You are viewing a plain text version of this content. The canonical link for it is here.

Posted to dev@pirk.apache.org by Tim Ellison <t....@gmail.com> on 2016/09/15 13:01:50 UTC

Distributed testing on AWS (was: Re: Next short term goal?)

On 14/09/16 13:55, Ellison Anne Williams wrote:
> In the meantime/very near term, we could provide a step-by-step
> AWS/GCP/Azure instructions for bringing up a small cluster, running the
> distributed tests, and debugging.
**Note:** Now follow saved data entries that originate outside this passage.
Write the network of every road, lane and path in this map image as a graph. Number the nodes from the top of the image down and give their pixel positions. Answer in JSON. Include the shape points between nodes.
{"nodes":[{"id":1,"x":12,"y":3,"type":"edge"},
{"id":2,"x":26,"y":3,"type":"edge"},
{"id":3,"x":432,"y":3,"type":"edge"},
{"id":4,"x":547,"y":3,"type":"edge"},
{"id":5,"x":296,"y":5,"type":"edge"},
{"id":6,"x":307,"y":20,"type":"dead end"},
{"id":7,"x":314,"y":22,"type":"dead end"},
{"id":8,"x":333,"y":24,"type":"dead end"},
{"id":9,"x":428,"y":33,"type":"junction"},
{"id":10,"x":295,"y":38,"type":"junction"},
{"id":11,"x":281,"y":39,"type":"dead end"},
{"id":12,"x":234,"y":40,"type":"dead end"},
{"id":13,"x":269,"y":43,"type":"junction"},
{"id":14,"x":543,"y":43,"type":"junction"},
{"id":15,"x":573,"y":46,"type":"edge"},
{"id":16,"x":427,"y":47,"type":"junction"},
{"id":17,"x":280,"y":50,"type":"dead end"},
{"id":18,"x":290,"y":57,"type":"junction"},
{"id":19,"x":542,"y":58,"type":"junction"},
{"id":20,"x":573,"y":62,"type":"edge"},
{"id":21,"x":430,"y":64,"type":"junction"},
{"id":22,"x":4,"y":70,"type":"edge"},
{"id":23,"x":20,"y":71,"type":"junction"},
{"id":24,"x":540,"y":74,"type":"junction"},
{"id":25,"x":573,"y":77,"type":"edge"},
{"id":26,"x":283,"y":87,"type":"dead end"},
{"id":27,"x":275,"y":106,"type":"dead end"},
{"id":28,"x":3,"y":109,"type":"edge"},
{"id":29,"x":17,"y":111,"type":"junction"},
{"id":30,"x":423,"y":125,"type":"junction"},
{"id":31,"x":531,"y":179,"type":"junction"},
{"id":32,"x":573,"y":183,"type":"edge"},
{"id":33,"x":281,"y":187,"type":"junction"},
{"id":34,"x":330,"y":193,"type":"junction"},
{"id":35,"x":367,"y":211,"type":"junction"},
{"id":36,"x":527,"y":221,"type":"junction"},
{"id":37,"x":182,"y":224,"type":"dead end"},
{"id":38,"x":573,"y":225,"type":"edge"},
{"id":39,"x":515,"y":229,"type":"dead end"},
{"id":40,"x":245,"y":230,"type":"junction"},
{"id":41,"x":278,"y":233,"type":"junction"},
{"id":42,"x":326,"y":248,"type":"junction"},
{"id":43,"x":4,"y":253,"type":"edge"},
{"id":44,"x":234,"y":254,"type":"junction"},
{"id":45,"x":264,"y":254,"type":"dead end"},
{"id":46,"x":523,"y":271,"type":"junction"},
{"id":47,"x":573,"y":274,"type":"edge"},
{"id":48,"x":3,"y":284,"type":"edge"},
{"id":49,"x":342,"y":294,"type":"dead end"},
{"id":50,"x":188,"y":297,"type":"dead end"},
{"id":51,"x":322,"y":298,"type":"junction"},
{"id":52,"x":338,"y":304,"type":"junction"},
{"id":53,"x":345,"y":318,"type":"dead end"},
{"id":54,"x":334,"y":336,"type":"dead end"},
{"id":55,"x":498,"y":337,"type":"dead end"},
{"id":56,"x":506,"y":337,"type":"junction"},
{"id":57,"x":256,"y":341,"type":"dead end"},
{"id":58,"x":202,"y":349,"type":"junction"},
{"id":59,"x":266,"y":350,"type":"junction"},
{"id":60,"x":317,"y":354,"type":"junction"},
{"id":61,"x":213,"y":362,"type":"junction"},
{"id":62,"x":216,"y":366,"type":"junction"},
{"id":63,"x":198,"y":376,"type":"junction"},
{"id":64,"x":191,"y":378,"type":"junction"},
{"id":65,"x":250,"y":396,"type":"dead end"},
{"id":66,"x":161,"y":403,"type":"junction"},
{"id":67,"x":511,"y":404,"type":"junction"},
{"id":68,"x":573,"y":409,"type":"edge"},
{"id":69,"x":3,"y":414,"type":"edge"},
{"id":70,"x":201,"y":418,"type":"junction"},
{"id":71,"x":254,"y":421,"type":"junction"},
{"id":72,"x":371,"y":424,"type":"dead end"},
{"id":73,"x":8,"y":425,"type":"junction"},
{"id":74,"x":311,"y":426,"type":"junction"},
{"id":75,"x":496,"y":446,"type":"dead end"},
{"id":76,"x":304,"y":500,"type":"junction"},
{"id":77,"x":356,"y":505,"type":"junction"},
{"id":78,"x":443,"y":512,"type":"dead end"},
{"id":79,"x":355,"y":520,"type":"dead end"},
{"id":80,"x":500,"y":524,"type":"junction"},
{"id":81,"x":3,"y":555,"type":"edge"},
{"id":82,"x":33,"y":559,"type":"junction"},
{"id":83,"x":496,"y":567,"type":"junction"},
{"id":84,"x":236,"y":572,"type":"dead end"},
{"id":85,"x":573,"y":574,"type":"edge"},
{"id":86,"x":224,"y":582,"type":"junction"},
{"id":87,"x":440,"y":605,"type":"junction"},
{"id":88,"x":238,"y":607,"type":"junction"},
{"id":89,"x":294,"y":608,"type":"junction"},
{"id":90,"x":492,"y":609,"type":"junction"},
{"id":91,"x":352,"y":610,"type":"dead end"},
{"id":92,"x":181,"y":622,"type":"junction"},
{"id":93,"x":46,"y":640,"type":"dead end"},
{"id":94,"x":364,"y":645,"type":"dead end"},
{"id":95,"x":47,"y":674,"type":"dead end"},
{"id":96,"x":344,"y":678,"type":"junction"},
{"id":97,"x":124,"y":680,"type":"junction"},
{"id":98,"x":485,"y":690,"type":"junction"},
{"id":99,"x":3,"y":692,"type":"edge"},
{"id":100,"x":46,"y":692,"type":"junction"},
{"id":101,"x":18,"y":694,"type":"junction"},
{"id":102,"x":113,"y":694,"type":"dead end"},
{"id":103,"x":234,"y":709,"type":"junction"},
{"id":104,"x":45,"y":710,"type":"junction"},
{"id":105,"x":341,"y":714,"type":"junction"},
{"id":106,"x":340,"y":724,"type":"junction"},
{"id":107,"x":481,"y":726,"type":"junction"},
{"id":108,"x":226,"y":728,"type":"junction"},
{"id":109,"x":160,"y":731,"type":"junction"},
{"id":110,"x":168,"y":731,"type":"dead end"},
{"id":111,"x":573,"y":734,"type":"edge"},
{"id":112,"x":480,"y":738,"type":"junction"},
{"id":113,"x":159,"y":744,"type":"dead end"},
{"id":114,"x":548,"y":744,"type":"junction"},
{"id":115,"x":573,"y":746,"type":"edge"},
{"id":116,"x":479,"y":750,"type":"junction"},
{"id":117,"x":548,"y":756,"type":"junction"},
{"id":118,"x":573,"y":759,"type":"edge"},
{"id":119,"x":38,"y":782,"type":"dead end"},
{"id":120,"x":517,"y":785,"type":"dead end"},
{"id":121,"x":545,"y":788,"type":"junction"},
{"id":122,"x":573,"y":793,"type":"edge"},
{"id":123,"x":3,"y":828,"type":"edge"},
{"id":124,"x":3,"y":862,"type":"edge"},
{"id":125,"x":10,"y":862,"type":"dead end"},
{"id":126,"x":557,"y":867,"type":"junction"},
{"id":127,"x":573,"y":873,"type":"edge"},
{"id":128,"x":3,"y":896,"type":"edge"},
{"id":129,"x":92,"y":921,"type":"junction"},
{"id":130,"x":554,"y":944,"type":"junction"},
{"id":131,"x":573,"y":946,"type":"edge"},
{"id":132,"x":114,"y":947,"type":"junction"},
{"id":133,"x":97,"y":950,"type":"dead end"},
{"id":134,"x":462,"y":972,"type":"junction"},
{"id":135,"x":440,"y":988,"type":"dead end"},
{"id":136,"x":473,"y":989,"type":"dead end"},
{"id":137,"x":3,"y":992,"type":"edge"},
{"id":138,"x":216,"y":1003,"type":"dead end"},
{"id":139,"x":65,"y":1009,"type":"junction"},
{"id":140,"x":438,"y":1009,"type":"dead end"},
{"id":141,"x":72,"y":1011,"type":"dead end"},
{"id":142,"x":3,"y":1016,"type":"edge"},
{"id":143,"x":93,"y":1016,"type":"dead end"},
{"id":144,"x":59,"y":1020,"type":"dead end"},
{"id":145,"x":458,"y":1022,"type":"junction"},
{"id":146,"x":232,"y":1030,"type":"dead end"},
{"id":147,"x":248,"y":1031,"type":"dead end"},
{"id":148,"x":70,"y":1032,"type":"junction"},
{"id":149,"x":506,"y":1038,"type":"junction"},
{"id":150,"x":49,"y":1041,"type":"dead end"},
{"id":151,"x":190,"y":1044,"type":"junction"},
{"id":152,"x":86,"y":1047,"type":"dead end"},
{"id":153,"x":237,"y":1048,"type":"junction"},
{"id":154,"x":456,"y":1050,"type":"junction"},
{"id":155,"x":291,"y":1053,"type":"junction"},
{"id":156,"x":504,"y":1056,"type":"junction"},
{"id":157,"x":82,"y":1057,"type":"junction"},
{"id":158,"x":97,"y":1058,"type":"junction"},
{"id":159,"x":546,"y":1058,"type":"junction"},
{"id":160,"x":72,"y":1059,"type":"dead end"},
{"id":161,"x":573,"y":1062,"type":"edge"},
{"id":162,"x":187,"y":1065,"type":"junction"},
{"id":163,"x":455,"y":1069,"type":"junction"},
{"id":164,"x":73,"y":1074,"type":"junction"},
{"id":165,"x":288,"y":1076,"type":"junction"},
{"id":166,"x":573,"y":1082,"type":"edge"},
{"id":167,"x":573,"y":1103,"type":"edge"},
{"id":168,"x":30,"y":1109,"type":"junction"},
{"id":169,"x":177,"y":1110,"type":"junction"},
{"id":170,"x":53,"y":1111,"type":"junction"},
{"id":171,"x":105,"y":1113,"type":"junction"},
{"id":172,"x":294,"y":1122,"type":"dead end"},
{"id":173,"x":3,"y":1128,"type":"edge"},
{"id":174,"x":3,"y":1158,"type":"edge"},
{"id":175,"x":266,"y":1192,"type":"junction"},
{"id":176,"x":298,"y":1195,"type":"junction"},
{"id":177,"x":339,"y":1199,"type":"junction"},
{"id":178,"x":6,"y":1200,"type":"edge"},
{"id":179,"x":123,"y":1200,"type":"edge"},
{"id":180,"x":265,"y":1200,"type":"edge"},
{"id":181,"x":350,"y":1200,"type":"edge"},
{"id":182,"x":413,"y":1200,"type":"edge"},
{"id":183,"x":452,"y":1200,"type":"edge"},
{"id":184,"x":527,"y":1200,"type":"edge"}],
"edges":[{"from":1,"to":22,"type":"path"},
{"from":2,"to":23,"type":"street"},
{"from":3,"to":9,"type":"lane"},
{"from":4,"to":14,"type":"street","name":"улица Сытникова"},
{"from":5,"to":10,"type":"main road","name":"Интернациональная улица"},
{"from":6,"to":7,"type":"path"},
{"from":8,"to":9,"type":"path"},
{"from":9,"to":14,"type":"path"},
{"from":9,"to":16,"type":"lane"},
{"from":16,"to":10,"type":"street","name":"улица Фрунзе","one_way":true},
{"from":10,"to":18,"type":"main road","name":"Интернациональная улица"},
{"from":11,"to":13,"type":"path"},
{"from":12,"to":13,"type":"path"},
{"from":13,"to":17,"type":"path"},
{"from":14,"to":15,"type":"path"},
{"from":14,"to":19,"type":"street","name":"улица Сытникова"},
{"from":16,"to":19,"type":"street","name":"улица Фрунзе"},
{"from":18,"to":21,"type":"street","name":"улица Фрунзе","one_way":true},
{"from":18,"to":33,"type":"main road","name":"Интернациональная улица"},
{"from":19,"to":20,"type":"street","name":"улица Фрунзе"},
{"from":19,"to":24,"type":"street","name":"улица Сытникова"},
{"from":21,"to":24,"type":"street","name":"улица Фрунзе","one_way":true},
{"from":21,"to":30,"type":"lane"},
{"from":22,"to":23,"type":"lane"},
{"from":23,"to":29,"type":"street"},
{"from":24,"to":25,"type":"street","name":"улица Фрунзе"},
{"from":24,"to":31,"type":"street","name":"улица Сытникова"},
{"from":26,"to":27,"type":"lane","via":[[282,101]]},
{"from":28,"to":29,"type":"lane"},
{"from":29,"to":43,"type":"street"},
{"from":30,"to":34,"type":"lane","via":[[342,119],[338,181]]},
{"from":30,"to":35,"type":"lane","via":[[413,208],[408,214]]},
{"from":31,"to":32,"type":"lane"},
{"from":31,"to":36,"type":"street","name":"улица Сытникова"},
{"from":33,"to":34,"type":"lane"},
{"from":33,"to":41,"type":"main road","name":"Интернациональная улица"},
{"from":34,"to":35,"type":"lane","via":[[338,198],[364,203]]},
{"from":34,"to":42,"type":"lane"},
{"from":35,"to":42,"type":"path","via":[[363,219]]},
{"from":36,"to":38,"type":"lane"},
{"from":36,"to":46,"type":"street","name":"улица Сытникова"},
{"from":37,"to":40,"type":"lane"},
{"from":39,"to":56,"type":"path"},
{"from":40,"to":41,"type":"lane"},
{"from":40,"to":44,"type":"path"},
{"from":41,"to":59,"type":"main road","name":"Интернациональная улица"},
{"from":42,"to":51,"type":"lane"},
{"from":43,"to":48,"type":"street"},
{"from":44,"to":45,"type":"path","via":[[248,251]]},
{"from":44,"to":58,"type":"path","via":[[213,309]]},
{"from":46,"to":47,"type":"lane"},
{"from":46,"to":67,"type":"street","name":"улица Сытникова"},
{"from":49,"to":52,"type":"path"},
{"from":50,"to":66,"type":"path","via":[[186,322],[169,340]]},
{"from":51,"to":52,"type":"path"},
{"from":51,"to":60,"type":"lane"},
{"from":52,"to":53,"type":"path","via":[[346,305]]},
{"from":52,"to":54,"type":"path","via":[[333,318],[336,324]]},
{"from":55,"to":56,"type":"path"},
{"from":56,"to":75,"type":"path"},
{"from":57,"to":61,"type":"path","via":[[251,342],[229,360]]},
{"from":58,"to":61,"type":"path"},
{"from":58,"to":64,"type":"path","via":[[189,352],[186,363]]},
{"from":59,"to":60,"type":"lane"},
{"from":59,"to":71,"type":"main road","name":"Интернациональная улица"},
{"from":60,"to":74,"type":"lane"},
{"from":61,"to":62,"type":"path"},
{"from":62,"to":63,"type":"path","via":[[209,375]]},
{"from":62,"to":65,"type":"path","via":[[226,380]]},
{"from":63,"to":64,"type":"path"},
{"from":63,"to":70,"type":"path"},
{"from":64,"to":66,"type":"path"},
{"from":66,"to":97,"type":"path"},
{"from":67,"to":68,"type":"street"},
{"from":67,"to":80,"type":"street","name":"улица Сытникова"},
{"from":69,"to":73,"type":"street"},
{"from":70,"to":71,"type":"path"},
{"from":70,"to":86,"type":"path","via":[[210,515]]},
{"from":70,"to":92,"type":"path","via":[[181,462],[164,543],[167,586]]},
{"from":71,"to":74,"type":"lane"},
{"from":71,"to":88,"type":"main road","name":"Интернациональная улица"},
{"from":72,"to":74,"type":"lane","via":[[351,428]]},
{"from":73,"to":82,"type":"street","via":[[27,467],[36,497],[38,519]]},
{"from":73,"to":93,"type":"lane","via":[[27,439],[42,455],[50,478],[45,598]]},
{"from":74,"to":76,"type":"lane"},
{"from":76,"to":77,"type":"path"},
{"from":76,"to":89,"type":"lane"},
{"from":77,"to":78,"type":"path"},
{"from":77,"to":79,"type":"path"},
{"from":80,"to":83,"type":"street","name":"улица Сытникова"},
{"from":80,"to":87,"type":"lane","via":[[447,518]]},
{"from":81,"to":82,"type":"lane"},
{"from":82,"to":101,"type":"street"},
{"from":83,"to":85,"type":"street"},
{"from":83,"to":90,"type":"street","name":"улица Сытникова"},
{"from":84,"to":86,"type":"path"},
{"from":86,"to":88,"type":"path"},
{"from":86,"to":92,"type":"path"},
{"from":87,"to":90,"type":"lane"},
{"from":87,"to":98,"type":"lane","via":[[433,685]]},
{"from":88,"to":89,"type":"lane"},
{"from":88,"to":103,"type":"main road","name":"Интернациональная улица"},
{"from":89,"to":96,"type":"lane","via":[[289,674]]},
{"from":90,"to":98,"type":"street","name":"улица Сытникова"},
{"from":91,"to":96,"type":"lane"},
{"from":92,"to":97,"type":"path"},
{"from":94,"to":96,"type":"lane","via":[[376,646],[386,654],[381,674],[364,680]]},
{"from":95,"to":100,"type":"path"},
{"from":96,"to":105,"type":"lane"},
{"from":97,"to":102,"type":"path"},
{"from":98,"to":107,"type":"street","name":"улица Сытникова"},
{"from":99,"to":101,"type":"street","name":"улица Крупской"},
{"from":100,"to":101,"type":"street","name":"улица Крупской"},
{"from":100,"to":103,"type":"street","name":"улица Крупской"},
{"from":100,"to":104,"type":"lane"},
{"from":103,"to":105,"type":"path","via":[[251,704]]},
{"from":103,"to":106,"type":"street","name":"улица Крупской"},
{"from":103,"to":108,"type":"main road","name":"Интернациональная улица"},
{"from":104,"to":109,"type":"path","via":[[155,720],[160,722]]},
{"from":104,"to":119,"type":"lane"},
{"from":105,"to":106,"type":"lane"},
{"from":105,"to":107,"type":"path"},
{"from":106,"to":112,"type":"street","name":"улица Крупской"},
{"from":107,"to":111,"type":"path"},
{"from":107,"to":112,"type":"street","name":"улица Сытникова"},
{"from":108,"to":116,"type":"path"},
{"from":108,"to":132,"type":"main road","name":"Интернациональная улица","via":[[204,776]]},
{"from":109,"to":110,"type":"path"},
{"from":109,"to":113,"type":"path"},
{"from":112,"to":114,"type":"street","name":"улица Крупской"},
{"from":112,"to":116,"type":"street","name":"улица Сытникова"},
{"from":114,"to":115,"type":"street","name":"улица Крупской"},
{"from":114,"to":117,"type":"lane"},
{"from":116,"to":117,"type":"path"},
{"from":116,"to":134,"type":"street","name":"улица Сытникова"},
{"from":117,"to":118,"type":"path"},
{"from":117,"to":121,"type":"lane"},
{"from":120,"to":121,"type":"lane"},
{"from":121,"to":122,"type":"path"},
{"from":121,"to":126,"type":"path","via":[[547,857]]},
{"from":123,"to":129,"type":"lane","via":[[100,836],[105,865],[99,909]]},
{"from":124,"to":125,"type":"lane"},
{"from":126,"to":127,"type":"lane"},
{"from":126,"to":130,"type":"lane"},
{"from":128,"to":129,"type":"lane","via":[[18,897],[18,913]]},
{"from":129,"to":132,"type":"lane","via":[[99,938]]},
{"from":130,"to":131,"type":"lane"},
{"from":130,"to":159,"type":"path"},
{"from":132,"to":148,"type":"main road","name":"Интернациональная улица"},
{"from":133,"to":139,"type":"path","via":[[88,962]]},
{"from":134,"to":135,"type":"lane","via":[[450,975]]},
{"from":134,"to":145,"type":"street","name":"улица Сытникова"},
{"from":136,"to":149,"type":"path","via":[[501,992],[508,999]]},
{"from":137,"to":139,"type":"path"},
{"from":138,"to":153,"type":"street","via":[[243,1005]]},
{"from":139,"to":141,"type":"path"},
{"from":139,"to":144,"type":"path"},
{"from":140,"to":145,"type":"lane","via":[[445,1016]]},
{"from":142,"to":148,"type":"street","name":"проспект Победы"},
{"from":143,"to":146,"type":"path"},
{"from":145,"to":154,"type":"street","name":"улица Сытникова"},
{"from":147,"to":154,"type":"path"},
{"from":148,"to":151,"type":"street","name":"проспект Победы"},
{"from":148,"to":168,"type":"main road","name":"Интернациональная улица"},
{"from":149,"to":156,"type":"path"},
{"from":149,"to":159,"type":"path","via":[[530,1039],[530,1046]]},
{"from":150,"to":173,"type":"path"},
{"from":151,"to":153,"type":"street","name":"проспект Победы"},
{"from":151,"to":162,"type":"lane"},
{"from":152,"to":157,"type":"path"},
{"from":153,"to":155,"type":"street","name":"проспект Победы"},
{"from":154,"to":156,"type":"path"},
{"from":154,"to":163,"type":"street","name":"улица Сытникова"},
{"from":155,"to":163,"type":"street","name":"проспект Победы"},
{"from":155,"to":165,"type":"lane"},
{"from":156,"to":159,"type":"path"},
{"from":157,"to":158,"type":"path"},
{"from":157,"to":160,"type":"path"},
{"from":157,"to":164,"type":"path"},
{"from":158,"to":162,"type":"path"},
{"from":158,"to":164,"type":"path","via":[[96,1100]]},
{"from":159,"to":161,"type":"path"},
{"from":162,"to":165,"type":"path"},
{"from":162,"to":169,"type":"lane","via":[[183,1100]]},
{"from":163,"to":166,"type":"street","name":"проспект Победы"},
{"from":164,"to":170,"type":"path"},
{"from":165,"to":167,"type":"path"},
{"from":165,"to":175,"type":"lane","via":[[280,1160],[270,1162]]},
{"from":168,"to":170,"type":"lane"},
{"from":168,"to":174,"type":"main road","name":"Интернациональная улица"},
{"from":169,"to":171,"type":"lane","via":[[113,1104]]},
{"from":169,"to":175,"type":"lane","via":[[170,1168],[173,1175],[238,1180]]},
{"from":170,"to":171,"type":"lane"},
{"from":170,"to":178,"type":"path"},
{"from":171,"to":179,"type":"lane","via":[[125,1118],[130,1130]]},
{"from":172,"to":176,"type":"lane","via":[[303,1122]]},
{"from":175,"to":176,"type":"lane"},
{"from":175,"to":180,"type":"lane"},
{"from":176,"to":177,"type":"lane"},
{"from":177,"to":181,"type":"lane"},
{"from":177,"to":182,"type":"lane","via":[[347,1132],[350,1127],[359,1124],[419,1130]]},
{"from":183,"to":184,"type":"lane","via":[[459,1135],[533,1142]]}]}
Admittedly, most of this is handled in
> the AWS/GCP/Azure documentation, but, in my experience, the documentation
> is confusing and very time consuming to get through the first time.

So do you advise running bare VMs and installing Hadoop, or running the
AWS Elastic Map Reduce service?

Here's where I've been going so far, but don't want to start a wiki
entry with instructions if this is the wrong approach altogether...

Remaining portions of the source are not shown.